### EXERCISE MATERIALS
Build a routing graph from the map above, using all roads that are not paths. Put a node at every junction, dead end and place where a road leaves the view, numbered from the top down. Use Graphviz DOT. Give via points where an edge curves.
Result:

--

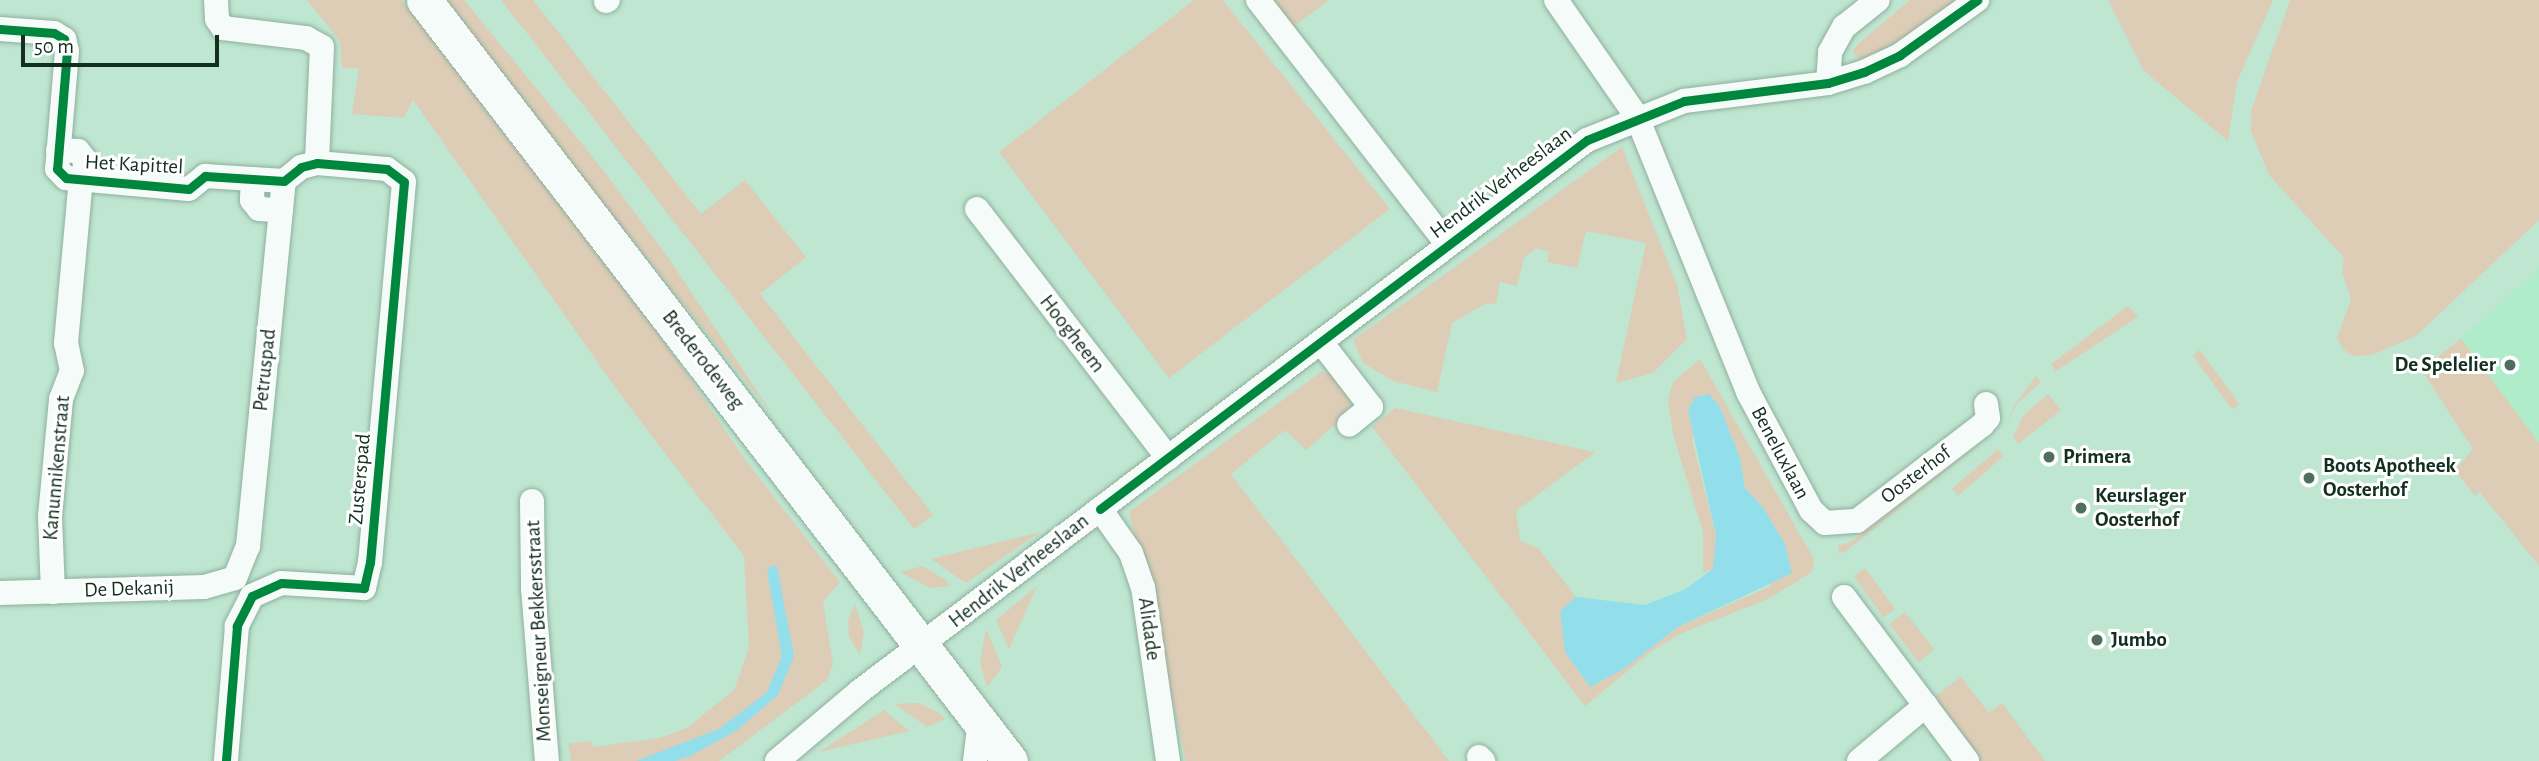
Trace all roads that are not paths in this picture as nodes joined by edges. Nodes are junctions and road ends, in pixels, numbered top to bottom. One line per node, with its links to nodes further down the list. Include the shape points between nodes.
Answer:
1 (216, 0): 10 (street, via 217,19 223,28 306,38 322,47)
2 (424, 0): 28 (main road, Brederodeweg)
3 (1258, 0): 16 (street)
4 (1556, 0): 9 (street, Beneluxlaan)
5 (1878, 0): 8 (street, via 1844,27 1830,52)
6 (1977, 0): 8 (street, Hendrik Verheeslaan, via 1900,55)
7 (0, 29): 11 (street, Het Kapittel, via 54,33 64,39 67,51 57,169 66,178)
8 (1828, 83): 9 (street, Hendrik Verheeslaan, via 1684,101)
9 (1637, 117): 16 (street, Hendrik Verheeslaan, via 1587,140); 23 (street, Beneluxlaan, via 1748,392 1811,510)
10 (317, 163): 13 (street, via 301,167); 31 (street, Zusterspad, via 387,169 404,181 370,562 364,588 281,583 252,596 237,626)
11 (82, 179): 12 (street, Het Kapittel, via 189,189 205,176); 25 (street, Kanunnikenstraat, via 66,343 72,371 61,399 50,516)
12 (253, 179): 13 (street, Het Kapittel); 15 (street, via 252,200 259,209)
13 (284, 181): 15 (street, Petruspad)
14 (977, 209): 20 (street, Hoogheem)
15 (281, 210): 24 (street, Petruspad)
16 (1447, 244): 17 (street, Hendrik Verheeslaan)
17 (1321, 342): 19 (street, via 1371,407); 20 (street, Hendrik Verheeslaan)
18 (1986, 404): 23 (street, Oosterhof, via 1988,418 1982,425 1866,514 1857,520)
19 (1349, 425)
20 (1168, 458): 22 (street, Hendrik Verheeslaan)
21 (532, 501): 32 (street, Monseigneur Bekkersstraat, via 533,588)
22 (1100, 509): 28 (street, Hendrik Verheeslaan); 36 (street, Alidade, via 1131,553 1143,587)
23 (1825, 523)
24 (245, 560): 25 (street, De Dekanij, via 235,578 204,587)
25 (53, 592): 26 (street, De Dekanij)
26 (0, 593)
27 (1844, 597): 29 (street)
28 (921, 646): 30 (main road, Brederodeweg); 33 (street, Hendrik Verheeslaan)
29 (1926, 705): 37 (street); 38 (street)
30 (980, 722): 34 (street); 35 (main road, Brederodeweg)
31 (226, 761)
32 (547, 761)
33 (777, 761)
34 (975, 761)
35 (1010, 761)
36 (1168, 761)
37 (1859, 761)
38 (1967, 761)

### WORK REQUEST
In the lines above, find the word "points" and copy each line that contains it.

### SOLUTION FOR THIS TASK
Build a routing graph from the map above, using all roads that are not paths. Put a node at every junction, dead end and place where a road leaves the view, numbered from the top down. Use Graphviz DOT. Give via points where an edge curves.
Trace all roads that are not paths in this picture as nodes joined by edges. Nodes are junctions and road ends, in pixels, numbered top to bottom. One line per node, with its links to nodes further down the list. Include the shape points between nodes.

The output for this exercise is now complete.